[Problem statement] Using the records below, repeat exactly the lines from the one holding "position:relative; width:1469px; height:2363px;" through the one holding "filter:drop-shadow(0 0 2px", both ends included, and no others.

Segment Start: Data under study

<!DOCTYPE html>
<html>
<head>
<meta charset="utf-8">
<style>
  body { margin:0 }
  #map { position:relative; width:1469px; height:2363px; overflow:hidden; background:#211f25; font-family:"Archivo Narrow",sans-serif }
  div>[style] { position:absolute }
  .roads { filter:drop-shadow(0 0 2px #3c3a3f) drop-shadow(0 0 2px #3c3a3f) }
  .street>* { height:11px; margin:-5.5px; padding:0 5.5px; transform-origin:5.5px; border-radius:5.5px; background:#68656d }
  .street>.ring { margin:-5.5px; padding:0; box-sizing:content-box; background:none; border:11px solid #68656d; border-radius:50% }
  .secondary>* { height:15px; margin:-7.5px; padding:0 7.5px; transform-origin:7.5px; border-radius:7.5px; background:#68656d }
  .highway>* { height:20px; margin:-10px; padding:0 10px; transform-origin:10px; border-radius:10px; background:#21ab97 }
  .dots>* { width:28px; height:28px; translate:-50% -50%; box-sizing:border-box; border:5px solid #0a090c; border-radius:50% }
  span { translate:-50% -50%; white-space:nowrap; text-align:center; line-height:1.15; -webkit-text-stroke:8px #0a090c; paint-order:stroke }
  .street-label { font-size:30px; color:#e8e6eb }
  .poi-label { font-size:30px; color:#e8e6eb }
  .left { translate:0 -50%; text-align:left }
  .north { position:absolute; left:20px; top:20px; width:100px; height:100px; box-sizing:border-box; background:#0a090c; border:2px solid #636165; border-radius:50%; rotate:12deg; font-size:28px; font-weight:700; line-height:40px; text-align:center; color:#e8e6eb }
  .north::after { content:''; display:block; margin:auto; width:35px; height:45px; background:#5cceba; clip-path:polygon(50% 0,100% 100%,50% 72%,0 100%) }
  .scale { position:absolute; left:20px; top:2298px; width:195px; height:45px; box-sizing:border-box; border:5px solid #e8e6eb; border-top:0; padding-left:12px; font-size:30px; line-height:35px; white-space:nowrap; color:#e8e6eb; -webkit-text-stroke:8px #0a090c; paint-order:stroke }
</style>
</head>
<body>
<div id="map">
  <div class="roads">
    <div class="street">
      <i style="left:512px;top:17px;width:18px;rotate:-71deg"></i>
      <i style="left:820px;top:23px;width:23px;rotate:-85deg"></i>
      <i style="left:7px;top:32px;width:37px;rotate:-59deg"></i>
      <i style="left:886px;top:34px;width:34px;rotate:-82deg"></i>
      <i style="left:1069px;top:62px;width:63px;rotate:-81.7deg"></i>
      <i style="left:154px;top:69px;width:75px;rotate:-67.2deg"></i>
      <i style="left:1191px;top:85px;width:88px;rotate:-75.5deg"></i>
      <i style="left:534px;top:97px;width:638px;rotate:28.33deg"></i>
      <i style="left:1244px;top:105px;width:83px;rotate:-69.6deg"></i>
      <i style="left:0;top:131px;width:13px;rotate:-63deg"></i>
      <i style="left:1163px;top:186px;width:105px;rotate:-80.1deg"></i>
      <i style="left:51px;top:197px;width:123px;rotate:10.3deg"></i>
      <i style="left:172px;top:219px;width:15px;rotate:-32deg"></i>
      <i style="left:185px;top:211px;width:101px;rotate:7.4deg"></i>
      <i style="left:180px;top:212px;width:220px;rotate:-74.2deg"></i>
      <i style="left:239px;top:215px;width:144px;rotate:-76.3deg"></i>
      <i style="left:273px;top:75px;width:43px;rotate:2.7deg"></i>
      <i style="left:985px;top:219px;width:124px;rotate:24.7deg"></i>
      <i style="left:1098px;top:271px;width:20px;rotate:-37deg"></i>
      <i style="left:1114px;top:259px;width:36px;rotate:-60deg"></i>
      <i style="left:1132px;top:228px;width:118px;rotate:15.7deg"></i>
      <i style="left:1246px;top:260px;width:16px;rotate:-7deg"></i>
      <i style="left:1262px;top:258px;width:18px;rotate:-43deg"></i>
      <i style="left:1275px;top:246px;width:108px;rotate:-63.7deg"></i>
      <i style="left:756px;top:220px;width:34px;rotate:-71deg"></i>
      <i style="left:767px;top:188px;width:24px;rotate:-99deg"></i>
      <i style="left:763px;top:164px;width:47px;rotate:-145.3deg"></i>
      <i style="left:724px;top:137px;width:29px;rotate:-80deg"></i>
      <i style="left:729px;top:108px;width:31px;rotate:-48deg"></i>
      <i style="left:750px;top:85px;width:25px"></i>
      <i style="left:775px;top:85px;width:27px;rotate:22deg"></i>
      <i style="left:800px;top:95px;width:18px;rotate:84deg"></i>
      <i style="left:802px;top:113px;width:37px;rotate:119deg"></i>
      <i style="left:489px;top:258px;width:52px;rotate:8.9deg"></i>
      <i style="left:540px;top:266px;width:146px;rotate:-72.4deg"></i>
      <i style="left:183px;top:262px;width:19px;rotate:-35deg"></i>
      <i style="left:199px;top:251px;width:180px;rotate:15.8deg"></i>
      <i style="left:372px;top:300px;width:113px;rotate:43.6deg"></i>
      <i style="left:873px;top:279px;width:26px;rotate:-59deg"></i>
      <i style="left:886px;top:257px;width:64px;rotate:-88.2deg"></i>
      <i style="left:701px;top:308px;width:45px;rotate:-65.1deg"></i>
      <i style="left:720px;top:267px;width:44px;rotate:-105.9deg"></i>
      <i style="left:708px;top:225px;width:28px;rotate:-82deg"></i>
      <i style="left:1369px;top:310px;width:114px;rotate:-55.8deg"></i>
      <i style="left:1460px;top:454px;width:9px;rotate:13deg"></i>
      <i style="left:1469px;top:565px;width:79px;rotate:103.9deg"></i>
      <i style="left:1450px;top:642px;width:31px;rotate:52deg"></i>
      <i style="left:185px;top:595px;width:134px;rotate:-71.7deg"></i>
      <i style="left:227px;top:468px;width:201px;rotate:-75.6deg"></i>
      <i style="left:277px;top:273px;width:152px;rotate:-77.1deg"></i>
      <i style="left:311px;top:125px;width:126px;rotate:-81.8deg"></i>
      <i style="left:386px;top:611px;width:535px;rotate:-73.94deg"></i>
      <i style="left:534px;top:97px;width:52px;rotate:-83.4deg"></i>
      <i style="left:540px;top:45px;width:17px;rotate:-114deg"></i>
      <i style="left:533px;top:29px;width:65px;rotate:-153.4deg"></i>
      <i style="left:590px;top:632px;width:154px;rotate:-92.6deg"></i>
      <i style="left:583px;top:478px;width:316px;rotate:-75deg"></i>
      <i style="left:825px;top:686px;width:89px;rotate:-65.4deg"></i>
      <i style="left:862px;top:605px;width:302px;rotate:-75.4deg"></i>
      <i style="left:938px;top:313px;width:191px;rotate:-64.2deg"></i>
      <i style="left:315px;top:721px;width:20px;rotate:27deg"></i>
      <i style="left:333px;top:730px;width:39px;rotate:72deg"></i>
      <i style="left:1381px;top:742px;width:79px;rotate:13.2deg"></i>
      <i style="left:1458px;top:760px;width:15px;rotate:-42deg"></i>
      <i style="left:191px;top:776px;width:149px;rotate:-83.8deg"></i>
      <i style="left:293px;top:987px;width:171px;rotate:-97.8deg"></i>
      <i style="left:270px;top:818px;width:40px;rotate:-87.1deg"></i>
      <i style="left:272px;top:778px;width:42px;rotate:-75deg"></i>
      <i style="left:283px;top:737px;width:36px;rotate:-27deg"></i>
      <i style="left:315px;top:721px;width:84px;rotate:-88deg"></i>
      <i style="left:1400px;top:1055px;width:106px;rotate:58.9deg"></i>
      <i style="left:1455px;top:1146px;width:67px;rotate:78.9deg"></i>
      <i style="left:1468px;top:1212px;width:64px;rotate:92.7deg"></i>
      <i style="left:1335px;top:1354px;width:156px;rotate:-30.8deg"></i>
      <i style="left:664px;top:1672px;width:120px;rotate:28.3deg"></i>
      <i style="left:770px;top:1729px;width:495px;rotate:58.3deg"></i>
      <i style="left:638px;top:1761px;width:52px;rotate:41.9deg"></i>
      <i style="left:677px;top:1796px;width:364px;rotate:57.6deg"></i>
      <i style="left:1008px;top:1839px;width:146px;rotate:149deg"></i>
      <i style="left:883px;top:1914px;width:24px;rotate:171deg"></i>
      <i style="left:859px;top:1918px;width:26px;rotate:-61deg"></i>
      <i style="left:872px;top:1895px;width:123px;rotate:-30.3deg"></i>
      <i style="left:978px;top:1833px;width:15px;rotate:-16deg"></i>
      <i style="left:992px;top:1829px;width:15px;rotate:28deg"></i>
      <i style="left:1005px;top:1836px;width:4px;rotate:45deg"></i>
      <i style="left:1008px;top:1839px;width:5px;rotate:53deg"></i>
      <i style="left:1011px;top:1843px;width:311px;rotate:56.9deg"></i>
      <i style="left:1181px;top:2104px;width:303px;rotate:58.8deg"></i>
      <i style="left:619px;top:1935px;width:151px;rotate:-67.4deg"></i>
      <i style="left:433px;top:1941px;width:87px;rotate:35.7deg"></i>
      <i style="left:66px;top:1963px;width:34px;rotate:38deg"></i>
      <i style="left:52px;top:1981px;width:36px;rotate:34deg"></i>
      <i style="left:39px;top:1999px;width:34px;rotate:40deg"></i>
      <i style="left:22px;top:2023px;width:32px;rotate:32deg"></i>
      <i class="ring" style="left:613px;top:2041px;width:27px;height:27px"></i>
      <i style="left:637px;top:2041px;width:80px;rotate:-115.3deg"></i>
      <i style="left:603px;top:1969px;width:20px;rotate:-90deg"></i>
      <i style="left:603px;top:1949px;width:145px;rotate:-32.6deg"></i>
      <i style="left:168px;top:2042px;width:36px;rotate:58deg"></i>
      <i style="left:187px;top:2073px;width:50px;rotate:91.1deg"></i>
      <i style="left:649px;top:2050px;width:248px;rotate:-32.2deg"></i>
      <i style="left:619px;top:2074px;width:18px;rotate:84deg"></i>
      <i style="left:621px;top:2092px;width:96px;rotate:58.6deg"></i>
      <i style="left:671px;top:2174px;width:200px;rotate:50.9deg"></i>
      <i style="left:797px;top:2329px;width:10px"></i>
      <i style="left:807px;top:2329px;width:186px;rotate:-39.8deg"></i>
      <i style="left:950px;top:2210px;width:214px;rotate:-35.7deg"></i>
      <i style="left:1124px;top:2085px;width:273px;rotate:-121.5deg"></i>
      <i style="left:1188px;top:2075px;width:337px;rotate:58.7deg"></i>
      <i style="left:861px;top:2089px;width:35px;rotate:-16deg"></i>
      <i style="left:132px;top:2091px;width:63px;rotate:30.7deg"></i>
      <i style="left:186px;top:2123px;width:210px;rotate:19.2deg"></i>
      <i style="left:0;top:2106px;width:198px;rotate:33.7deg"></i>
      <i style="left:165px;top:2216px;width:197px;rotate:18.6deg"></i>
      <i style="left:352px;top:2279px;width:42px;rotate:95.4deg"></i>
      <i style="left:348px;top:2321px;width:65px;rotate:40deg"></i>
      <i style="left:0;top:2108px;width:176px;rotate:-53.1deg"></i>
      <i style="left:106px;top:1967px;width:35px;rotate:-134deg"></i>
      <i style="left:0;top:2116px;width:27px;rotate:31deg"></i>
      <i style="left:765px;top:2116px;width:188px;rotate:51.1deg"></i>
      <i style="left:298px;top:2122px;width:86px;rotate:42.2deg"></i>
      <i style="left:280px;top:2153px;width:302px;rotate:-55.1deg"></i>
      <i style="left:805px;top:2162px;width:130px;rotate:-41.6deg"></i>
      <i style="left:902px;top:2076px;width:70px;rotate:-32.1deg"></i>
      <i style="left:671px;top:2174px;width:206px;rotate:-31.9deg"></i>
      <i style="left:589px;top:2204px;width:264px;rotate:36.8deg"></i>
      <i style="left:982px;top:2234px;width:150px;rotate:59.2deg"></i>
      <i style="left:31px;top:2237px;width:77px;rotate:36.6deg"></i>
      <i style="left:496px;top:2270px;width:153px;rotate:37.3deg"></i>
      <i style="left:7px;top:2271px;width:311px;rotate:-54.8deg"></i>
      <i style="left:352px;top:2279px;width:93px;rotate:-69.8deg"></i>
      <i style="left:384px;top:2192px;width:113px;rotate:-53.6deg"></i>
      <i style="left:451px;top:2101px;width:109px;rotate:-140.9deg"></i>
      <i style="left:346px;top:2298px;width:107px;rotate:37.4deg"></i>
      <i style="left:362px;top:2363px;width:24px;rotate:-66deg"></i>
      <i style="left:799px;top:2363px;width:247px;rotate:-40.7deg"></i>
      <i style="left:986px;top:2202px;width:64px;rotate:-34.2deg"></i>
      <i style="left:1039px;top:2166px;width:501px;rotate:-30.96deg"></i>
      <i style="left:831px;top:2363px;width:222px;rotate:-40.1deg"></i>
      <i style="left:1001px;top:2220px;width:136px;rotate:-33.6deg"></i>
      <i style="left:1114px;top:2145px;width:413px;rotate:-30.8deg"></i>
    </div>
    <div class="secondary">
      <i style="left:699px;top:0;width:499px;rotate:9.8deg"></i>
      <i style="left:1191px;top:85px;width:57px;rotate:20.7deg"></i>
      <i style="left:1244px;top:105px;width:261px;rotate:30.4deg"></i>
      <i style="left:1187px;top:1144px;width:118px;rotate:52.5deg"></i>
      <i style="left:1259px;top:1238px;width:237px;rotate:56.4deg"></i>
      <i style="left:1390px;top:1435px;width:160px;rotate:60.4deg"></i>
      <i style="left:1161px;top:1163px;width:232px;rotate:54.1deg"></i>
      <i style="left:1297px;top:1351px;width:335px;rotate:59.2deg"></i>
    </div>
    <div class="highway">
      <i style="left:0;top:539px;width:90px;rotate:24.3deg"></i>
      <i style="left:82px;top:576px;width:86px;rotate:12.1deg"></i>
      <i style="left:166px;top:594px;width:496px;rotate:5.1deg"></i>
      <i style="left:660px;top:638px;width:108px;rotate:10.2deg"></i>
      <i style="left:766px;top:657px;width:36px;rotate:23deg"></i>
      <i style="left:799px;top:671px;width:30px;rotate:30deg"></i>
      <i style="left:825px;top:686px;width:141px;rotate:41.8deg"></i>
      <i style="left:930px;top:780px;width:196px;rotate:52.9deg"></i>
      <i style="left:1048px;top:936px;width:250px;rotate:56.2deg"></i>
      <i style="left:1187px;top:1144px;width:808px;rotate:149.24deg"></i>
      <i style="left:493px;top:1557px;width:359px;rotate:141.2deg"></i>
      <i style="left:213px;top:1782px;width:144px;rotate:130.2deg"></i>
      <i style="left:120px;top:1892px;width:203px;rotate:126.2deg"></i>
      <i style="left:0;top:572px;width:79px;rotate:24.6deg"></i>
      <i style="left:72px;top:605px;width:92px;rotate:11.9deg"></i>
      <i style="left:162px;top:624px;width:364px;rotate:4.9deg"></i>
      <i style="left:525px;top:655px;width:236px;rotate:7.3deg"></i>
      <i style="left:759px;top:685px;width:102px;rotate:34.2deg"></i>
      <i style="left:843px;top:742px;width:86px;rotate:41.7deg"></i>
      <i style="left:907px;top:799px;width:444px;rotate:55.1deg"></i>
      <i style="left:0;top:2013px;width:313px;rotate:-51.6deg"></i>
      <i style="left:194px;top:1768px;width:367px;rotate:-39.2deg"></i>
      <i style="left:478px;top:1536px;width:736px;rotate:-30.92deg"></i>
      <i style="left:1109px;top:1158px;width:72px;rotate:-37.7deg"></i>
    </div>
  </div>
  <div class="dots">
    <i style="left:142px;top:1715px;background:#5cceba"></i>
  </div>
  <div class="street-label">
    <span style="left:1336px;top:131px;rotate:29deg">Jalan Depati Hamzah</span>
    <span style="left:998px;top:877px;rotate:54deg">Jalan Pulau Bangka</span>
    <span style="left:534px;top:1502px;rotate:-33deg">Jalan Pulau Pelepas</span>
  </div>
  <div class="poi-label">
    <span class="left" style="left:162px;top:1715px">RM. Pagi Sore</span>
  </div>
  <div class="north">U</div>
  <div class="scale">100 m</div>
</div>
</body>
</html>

Segment End: Data under study

[Reply to the task]
  #map { position:relative; width:1469px; height:2363px; overflow:hidden; background:#211f25; font-family:"Archivo Narrow",sans-serif }
  div>[style] { position:absolute }
  .roads { filter:drop-shadow(0 0 2px #3c3a3f) drop-shadow(0 0 2px #3c3a3f) }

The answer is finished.